Assigned task>
Across all the entries, tally the lines holding the word "Bohora", and give the number by itself.

[Stored data entries]

━━━━━━━━

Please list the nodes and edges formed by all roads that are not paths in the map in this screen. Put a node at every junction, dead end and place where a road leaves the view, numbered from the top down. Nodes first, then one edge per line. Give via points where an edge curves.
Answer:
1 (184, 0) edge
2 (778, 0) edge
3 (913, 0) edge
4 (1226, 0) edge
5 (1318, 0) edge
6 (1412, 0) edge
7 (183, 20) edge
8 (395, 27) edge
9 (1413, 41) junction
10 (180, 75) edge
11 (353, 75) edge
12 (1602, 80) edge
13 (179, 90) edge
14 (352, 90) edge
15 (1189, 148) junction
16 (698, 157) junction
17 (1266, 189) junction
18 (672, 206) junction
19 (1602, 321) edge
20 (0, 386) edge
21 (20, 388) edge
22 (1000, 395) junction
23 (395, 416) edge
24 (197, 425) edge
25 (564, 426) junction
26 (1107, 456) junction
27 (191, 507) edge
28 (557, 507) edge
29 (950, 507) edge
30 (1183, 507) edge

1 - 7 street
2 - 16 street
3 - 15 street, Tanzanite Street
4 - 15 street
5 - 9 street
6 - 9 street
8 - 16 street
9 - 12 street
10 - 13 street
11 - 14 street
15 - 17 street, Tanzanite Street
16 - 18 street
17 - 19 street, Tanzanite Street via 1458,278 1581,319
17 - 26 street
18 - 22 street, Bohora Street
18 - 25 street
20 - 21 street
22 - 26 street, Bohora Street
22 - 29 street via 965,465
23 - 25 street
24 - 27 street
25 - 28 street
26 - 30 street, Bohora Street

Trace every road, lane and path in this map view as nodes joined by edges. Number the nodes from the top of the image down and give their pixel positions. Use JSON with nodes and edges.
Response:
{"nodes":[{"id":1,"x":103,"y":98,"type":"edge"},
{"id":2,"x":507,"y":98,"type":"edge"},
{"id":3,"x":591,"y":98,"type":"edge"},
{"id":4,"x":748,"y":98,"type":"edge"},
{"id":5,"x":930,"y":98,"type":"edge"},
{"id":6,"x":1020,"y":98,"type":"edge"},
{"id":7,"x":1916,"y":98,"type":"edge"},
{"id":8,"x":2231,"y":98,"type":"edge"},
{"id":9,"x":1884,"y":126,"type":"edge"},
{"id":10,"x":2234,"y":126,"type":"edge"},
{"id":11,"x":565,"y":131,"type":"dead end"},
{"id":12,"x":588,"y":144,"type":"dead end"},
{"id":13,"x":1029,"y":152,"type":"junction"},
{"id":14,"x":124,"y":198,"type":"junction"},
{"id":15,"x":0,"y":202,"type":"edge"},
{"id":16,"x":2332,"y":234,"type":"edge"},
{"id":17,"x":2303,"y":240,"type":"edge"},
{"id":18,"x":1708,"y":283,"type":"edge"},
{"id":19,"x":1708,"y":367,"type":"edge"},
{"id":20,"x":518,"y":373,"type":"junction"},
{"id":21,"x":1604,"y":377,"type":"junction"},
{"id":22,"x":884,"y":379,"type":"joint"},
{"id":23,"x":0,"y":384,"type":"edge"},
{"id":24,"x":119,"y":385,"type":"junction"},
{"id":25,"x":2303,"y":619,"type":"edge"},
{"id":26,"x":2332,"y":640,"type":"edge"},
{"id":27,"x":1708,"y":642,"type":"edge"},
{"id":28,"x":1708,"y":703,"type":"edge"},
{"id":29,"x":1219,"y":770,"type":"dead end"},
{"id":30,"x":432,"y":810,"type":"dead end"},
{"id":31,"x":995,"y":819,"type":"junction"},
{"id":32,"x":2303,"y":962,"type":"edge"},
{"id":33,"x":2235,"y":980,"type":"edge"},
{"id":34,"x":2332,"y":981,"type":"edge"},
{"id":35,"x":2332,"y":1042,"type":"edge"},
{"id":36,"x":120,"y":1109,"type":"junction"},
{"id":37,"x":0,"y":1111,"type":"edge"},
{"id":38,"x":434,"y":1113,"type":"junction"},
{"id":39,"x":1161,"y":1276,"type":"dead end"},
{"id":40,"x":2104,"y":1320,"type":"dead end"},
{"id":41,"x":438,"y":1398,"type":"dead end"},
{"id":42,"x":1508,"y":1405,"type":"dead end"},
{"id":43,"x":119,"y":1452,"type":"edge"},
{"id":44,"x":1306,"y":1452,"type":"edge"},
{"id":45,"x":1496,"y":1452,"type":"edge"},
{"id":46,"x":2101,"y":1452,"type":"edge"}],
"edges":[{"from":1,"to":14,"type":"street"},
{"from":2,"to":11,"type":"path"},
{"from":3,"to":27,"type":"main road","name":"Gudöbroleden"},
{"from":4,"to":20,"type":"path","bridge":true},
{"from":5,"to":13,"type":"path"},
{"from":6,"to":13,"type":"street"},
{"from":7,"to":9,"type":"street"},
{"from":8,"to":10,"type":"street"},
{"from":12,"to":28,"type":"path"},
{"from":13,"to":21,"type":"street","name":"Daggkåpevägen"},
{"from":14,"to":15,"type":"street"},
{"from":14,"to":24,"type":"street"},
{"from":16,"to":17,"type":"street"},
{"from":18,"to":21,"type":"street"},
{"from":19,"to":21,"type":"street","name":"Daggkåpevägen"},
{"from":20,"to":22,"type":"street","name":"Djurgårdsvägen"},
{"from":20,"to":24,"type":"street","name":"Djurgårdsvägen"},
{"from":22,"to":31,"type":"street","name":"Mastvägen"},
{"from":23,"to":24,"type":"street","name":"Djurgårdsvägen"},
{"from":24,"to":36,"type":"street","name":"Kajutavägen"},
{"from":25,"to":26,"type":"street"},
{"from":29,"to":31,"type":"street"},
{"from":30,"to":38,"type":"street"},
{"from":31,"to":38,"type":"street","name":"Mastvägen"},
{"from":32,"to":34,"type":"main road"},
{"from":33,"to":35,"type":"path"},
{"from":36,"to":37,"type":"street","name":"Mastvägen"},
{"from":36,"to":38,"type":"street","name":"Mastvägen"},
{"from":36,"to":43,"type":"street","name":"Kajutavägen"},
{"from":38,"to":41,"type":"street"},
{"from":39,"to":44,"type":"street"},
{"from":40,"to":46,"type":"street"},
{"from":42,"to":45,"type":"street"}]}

━━━━━━━━

Solution>
3